I guess there was Tuesday... Kouros woke me up twice in the night, vomiting up his food. I had also found a bolt lodged in my tire on my way home from yoga Monday night (too late to do anything about it that day). So Tuesday morning, on the way to work to quick tell my coworker that I was running to the mechanic, the clicking of the bolt on the pavement stopped... and the tire was flat a block later when I pulled into work. Fortunately, the lovely mechanic came, plugged the hole and made everything all better for about what I'd have to spend to get free Amazon shipping. Kouros got in to see the vet Tuesday after work (he was still leaving piles of regurgitated food when I got home) and it turns out all he needed was some hairball treatment. All's well that ends well. It was more than the daily grind, but none of it was stuff I could cross off my little list.
The things I have been doing, like cooking for myself, keeping the house clean, taking care of my kitty, have been good. I can feel good knowing that my priorities are in order. I know I need to find a job in MN if I want to move. I know I need to get rid of some of the crap in our house so that we don't have to move it across the country again. I know I need to get the set sketches done for our summer musical. I've been an all-nighter, push myself to the limit kind of woman in my past, but right now, it just can't be that way. I'm not going to risk my or my child's health for a job, a theatre group or anything else.

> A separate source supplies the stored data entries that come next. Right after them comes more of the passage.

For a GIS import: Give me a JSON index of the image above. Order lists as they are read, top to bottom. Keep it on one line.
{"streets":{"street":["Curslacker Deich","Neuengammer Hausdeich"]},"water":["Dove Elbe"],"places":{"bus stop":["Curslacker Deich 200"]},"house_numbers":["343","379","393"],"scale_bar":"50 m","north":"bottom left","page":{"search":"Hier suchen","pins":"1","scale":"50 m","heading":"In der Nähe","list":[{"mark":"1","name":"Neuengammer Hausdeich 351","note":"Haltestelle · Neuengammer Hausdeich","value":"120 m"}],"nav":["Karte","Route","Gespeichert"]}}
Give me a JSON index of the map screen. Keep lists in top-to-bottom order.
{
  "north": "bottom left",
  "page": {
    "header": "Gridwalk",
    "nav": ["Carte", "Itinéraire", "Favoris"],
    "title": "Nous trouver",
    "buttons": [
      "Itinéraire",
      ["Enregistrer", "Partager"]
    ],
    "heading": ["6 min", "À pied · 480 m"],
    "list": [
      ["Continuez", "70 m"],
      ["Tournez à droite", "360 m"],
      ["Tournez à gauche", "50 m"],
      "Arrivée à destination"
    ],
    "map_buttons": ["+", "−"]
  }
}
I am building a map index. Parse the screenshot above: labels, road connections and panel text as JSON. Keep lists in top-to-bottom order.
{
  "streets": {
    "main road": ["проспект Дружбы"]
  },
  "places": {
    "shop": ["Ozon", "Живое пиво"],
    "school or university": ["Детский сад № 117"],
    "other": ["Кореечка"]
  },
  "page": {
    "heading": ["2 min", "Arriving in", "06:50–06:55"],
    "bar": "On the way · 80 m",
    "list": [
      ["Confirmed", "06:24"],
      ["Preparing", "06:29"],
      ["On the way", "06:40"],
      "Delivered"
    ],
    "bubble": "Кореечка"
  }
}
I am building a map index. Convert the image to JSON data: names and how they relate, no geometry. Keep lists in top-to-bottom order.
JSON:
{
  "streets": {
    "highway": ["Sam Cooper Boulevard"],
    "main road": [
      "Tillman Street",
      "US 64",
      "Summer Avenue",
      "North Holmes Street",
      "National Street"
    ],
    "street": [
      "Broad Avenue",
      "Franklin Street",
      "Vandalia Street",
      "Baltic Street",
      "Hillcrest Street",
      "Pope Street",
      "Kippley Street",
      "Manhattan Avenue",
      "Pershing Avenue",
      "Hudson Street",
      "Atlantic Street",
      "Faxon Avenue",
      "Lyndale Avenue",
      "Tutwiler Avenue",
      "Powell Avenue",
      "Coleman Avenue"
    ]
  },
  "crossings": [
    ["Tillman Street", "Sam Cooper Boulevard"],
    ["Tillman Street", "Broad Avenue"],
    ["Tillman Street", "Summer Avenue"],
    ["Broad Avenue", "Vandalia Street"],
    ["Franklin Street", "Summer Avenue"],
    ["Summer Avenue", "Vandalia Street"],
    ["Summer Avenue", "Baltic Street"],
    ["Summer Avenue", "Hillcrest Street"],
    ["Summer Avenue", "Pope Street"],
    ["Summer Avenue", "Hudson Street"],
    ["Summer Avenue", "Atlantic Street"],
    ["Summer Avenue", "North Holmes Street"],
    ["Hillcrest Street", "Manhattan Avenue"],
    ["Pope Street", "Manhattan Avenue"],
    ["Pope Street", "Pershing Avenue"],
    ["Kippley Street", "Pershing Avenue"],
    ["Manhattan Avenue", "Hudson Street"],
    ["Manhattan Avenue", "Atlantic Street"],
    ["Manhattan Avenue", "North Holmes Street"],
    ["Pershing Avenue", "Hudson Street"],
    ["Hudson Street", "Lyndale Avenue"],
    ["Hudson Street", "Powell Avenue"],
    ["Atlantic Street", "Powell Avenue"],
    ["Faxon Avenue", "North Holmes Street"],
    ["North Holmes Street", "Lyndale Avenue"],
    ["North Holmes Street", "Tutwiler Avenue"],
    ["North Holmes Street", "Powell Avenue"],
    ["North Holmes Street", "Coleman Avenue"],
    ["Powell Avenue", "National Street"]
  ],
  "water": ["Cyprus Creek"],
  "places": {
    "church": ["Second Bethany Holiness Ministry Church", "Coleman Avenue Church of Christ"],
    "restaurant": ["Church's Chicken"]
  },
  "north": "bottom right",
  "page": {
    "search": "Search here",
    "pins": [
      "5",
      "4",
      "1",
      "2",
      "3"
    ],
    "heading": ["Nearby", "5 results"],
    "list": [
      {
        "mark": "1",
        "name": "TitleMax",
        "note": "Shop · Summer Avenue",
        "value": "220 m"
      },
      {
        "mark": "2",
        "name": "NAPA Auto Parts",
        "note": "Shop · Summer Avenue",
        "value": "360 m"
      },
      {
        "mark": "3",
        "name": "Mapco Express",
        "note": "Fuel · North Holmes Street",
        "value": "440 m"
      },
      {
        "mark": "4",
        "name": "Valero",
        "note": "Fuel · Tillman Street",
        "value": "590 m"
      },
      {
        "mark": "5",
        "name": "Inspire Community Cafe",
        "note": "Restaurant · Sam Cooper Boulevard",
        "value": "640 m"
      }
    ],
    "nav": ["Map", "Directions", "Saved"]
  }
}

It's hard for me to realize that I can't do everything all the time. I may love the goal of simplifying, may find solace in things like yoga and meditation, but I still have that bit of myself that wants to go full speed all the time and rack up a dizzying list of accomplishments while having the clarity of a simple lifestyle. I may never lose that desire, but I've found that some of the limitations pregnancy has placed on me have been good for me. I'm so fortunate to have the luxury of being able to slow down some during this time; I don't have to work two jobs, and I don't have ailing relatives or small children who need constant care. I can whittle down the demands on my time without dire consequences. Perhaps this week hasn't been the loss I was originally thinking it was.